TASK TO CARRY OUT:
Go through the lines below and copy each one that holds the string "nodes".

Records from a dataset:
____

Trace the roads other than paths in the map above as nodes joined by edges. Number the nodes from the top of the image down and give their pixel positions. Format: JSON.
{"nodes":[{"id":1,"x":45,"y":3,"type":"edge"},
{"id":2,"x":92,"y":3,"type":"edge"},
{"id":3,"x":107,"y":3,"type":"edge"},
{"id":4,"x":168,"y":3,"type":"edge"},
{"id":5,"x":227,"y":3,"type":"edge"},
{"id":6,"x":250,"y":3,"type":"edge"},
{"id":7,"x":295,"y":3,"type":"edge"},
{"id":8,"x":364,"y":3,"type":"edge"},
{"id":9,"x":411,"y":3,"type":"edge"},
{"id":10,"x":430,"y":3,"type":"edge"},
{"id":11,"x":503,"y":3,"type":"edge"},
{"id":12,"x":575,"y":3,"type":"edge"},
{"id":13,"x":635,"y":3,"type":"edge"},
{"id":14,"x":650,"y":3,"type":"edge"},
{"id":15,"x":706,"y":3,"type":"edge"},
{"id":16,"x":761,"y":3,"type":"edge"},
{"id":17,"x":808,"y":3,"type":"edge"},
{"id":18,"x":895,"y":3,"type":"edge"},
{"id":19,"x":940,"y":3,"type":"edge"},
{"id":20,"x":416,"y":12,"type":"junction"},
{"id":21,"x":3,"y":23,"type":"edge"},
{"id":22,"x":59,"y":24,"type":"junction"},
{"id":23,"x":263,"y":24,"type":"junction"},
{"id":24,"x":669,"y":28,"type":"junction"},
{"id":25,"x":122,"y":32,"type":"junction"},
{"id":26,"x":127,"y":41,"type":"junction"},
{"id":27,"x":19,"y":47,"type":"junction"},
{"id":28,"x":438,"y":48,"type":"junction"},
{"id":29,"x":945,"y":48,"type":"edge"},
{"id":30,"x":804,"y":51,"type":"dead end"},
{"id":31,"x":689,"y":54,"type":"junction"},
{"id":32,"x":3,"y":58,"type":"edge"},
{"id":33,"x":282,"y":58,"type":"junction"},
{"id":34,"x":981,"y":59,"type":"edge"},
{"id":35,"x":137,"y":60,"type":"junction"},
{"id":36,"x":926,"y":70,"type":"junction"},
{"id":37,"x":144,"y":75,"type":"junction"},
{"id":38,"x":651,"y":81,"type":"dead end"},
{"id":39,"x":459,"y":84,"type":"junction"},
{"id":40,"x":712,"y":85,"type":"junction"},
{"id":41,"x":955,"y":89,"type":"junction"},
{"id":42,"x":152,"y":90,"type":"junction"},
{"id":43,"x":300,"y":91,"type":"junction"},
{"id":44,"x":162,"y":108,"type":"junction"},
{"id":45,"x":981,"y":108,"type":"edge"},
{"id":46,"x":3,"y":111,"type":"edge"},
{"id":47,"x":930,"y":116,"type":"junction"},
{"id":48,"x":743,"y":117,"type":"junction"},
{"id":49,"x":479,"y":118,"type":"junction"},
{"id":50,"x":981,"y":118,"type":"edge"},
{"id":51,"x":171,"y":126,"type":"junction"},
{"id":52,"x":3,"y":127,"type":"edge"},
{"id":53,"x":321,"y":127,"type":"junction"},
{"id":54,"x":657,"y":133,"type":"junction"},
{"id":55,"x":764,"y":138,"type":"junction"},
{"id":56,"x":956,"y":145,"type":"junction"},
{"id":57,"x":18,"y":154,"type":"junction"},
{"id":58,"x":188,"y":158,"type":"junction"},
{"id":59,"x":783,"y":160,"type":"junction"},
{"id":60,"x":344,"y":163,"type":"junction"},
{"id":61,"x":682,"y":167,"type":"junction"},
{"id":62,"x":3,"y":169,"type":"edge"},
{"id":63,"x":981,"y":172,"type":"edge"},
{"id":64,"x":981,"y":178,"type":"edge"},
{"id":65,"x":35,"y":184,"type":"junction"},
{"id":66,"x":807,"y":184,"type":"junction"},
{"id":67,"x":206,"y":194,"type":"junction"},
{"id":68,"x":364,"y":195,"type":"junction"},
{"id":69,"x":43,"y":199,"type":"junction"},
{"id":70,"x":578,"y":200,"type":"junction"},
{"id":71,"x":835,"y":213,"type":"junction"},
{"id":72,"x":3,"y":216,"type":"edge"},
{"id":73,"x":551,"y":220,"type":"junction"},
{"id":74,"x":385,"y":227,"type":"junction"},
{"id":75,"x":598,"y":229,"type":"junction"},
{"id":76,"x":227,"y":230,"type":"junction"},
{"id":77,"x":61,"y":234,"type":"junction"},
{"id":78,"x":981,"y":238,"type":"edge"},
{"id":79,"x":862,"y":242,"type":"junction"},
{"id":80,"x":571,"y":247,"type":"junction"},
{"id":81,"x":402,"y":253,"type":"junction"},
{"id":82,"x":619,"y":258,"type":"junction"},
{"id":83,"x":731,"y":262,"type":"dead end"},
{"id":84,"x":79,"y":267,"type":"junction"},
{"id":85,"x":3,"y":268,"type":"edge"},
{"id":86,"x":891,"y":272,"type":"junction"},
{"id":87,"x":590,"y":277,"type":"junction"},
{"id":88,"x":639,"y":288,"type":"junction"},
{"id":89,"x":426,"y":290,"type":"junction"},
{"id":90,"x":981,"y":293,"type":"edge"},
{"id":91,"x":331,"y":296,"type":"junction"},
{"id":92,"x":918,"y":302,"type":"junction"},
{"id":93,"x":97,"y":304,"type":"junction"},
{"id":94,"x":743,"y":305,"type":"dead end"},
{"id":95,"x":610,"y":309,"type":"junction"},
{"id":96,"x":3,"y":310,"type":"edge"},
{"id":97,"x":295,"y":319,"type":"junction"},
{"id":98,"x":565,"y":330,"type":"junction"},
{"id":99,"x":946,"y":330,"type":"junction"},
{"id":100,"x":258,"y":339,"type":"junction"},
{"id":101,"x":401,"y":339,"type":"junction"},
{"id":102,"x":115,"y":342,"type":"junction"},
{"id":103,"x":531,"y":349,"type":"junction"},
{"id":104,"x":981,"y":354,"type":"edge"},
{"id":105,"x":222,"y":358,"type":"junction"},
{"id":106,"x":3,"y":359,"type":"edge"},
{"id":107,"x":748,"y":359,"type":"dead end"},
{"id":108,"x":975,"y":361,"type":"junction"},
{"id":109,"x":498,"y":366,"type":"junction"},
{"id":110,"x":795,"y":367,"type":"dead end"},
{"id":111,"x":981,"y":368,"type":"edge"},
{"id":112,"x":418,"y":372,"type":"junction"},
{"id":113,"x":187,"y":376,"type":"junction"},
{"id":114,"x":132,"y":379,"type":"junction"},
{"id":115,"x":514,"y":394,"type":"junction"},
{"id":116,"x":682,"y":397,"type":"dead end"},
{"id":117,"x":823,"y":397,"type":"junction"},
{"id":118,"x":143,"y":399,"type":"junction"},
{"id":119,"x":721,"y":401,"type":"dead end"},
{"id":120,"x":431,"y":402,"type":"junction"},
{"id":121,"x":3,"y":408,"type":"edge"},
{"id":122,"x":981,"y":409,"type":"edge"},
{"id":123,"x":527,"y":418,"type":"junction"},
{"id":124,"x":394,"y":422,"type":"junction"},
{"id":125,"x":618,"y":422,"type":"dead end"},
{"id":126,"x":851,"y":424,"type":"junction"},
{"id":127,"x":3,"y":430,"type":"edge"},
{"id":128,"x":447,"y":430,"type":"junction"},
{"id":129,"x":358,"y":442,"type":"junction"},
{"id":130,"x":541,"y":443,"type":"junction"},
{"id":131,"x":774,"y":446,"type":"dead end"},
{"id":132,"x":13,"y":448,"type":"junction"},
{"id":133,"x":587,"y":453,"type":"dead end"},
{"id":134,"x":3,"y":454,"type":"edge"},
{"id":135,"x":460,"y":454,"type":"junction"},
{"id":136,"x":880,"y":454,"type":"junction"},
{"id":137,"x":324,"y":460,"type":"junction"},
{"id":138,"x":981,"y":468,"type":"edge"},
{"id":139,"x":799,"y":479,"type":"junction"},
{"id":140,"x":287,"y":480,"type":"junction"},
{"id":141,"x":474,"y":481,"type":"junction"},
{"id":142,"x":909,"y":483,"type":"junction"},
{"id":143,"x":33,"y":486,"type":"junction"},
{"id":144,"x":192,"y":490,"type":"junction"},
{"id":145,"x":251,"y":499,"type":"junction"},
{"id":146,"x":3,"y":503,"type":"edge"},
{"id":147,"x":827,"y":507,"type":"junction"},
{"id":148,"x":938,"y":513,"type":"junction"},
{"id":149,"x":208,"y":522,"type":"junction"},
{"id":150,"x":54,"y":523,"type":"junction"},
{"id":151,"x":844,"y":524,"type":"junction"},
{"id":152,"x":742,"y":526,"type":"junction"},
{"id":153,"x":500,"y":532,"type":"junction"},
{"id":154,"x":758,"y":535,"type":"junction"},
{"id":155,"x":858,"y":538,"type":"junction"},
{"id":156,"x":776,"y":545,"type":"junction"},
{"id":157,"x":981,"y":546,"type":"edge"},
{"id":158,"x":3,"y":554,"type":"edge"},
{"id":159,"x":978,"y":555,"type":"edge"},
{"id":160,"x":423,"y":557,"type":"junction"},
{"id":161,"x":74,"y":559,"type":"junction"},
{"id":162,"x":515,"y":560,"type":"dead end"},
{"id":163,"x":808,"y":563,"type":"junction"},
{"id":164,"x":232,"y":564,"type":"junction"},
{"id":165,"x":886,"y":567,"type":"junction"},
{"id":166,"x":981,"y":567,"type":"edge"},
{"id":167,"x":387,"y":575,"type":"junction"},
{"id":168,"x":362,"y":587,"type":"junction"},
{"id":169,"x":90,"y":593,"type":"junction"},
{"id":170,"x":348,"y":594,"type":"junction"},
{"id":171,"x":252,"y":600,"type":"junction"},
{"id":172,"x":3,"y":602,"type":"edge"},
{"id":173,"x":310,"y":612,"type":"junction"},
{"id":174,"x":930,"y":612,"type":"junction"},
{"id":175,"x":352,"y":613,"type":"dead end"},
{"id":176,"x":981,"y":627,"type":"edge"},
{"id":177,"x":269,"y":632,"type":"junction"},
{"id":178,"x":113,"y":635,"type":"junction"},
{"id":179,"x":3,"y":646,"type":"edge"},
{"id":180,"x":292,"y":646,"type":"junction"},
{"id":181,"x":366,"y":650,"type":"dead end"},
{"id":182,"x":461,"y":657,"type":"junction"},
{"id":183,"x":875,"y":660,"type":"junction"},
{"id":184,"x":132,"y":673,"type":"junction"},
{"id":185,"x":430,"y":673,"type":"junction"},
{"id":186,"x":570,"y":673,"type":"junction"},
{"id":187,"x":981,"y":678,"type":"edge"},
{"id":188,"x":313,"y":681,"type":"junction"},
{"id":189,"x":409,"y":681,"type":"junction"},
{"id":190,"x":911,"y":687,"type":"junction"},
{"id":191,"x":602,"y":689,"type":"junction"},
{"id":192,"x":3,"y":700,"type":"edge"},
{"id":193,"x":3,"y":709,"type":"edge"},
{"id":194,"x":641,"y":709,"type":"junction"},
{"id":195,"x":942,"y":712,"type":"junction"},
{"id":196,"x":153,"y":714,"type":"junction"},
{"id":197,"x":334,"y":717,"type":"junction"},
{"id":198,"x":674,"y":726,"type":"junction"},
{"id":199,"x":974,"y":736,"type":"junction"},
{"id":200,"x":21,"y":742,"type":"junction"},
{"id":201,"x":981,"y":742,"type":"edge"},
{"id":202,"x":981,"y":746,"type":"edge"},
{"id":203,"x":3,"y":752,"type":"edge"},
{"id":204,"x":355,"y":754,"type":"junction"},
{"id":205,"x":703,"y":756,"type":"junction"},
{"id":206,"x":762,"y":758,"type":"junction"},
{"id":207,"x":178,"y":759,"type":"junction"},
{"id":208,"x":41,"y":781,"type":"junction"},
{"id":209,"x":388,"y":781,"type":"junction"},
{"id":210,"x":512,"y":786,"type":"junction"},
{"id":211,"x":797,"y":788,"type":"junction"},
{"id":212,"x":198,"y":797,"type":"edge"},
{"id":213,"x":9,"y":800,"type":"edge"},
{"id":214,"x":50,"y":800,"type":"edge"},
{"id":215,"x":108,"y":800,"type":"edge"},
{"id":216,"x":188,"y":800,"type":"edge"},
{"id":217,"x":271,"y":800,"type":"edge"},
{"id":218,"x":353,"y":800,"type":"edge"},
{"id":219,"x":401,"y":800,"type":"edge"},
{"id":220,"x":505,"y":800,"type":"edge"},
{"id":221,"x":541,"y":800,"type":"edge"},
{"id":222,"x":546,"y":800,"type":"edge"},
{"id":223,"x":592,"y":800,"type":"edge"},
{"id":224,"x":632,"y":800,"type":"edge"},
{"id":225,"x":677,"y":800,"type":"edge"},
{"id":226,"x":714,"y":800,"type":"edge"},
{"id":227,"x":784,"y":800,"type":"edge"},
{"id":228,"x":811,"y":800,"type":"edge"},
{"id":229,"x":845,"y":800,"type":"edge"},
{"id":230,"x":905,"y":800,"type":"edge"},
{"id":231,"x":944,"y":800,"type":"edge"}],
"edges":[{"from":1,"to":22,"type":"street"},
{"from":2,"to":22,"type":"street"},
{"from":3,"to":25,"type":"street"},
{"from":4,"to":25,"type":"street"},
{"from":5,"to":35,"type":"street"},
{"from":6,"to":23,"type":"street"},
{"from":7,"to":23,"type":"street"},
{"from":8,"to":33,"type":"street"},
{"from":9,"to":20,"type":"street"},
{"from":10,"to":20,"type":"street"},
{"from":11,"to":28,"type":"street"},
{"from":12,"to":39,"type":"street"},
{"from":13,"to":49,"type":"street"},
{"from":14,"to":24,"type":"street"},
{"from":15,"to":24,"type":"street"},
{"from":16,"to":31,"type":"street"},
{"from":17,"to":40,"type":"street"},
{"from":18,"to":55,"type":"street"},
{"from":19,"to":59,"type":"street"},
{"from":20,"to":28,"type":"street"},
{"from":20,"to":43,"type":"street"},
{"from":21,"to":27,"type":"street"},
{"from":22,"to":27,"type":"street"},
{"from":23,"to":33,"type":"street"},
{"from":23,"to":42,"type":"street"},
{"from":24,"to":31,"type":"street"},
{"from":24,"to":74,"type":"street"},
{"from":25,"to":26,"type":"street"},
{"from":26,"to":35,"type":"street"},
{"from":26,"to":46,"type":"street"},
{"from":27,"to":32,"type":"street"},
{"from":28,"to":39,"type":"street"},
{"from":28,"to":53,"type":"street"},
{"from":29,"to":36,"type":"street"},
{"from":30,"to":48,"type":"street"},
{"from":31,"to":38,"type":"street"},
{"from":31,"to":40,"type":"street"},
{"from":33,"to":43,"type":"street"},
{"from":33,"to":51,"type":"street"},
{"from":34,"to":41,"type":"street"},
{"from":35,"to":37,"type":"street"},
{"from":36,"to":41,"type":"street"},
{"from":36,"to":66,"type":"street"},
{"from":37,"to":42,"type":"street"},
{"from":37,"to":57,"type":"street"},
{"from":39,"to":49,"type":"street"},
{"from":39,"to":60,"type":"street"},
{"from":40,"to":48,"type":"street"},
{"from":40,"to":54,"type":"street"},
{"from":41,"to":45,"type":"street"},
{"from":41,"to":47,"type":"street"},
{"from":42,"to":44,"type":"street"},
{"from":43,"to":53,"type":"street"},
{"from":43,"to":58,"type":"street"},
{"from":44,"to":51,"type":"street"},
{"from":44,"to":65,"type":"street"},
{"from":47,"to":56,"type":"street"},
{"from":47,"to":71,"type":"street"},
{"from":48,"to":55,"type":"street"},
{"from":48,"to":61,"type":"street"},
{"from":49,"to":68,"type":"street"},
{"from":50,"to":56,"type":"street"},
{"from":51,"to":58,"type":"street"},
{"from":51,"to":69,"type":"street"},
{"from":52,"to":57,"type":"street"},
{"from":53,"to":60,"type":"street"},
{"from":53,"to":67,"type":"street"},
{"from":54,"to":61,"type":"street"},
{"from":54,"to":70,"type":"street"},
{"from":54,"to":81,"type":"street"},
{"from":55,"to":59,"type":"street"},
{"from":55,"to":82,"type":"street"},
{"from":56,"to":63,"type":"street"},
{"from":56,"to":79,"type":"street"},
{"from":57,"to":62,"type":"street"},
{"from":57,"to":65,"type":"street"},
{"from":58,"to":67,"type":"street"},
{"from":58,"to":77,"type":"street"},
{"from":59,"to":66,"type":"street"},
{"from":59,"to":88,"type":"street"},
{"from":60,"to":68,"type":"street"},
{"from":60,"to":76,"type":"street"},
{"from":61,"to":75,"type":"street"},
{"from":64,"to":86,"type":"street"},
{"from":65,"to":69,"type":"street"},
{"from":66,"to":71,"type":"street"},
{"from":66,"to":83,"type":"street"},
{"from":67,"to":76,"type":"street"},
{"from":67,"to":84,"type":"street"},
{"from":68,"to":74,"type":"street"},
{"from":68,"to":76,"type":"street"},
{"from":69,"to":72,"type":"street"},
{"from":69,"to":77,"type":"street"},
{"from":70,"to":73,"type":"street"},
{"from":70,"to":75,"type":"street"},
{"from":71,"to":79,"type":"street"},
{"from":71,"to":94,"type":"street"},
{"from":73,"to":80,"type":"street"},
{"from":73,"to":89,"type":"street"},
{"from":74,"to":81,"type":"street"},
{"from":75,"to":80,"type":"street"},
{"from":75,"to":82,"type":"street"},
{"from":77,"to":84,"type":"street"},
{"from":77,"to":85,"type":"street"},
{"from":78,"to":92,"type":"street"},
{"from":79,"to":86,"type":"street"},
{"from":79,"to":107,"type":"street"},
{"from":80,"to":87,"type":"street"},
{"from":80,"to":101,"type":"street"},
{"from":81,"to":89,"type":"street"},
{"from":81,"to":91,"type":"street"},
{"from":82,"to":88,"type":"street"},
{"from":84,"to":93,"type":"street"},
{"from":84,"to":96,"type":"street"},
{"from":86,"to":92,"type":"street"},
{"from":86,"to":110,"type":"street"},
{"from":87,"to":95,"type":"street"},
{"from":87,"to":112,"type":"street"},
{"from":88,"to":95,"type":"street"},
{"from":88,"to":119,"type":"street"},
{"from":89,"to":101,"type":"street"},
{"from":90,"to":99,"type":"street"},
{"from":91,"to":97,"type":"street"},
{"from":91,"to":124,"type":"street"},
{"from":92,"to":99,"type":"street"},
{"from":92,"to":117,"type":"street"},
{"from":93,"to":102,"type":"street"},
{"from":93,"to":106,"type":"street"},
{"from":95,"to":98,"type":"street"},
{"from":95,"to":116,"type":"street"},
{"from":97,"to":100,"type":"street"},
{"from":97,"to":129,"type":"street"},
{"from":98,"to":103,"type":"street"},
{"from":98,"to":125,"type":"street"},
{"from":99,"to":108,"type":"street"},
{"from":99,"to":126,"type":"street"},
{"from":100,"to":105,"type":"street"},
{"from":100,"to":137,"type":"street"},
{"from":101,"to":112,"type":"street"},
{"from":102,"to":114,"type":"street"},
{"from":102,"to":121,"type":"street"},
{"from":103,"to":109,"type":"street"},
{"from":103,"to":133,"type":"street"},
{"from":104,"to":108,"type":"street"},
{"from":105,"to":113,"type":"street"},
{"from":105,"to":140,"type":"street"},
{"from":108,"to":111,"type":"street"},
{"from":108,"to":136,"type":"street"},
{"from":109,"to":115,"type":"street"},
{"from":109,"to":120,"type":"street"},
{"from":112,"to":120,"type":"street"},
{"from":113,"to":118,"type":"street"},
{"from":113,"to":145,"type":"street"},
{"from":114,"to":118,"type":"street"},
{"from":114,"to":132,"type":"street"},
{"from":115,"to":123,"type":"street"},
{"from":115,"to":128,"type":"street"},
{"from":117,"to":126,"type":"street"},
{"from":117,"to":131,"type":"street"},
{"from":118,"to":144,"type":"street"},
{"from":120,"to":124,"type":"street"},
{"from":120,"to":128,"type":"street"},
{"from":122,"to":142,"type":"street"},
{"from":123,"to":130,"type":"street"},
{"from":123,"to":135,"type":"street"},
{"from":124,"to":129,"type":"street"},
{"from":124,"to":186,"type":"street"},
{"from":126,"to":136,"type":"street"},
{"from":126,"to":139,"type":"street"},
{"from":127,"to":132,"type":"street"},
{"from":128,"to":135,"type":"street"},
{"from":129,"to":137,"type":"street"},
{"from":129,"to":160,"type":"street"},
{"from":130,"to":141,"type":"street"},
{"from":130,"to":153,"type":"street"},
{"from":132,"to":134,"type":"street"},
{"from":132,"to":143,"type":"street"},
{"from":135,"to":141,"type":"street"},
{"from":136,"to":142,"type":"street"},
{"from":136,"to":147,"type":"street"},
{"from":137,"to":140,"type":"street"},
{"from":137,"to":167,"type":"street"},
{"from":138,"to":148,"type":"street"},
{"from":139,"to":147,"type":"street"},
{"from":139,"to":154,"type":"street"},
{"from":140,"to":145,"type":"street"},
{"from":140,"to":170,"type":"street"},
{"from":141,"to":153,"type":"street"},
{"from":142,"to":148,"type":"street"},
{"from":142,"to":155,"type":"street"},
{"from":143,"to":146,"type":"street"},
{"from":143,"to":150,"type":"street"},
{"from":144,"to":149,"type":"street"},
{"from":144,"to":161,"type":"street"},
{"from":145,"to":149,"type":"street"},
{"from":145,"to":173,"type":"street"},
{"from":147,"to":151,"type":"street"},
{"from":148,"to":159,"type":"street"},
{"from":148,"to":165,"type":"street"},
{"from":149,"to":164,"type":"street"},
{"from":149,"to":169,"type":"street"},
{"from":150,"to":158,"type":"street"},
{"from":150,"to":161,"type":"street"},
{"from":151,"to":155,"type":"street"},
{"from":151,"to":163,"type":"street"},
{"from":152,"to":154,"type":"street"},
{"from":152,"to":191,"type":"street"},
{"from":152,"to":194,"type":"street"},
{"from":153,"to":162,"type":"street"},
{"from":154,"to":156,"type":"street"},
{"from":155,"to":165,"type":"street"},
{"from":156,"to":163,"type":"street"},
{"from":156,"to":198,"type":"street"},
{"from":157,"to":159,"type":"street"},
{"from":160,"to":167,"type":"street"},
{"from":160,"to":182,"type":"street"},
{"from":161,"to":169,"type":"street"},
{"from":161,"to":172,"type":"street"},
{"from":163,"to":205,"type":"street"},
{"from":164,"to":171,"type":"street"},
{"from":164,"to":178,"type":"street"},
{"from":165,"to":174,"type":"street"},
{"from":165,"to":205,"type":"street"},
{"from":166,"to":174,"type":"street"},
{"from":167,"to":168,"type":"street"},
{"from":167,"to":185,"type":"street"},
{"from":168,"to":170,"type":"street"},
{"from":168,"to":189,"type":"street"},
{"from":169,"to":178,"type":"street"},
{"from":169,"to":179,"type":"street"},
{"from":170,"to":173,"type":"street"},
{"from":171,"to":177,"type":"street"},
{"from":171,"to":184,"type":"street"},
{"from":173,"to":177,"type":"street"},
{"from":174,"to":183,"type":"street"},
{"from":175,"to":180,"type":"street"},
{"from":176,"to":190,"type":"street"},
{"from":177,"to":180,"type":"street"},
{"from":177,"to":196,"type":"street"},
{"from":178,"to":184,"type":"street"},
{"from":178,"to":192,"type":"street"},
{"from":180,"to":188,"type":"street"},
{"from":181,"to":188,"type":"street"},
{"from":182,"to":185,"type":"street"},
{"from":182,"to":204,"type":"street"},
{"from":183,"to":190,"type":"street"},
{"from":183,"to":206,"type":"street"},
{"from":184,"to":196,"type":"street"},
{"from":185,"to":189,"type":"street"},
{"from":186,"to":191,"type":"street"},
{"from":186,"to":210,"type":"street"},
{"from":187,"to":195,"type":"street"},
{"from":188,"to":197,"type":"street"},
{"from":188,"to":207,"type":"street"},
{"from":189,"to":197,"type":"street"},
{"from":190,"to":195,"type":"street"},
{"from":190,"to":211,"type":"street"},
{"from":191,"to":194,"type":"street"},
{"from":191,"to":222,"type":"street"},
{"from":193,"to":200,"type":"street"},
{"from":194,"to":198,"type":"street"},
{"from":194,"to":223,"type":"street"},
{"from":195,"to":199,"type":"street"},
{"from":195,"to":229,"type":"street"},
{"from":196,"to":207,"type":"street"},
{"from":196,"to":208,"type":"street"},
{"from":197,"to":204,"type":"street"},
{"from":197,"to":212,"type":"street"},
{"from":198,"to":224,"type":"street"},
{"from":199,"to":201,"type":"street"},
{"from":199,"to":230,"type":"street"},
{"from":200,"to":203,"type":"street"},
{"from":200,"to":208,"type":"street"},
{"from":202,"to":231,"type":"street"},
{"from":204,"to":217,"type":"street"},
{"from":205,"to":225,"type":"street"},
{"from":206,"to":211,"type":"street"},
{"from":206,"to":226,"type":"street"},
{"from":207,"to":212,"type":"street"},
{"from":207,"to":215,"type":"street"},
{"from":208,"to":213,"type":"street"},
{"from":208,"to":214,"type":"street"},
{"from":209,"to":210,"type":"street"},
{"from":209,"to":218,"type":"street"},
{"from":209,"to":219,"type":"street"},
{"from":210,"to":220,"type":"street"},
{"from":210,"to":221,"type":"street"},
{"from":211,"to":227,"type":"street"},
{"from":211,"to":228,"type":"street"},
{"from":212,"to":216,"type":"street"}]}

____

SOLUTION TO THE PROBLEM:
Trace the roads other than paths in the map above as nodes joined by edges. Number the nodes from the top of the image down and give their pixel positions. Format: JSON.
{"nodes":[{"id":1,"x":45,"y":3,"type":"edge"},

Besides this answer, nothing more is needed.